_About this exercise_
Each line with the string "Afonso" is to be copied from the records below.

_Dataset extract_
--

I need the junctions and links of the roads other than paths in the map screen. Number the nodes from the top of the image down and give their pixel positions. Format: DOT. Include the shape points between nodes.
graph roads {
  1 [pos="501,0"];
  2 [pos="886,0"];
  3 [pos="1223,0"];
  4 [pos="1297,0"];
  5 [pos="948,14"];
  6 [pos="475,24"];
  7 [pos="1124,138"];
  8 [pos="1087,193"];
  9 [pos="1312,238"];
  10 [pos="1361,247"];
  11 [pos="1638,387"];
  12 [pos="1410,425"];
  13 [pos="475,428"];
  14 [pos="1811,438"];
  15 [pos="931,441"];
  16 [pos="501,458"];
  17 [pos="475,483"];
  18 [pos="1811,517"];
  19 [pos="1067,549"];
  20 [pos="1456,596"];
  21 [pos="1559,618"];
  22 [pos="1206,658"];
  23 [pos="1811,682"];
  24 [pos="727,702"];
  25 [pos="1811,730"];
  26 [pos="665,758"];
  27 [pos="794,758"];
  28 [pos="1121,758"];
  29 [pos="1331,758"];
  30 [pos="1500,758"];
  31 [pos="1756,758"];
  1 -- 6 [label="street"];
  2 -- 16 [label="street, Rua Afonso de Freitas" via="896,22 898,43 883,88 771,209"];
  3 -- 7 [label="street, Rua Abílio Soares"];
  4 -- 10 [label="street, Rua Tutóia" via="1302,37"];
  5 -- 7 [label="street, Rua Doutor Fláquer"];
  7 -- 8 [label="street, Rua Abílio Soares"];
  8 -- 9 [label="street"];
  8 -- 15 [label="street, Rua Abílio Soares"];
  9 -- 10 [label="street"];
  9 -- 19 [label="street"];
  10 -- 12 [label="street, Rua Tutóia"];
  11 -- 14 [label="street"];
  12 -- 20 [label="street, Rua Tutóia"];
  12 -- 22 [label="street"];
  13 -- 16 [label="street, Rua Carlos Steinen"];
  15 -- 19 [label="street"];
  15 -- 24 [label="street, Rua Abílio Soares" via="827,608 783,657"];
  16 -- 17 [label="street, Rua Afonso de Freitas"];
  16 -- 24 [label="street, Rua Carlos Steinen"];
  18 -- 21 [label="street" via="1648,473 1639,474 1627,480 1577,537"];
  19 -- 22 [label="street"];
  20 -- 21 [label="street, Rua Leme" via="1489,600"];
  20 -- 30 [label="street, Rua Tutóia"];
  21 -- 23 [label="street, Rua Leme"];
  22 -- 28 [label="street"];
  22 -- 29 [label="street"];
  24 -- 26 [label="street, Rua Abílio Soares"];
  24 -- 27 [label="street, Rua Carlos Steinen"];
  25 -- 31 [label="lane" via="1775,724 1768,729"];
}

--

_Response to the task_
  2 -- 16 [label="street, Rua Afonso de Freitas" via="896,22 898,43 883,88 771,209"];
  16 -- 17 [label="street, Rua Afonso de Freitas"];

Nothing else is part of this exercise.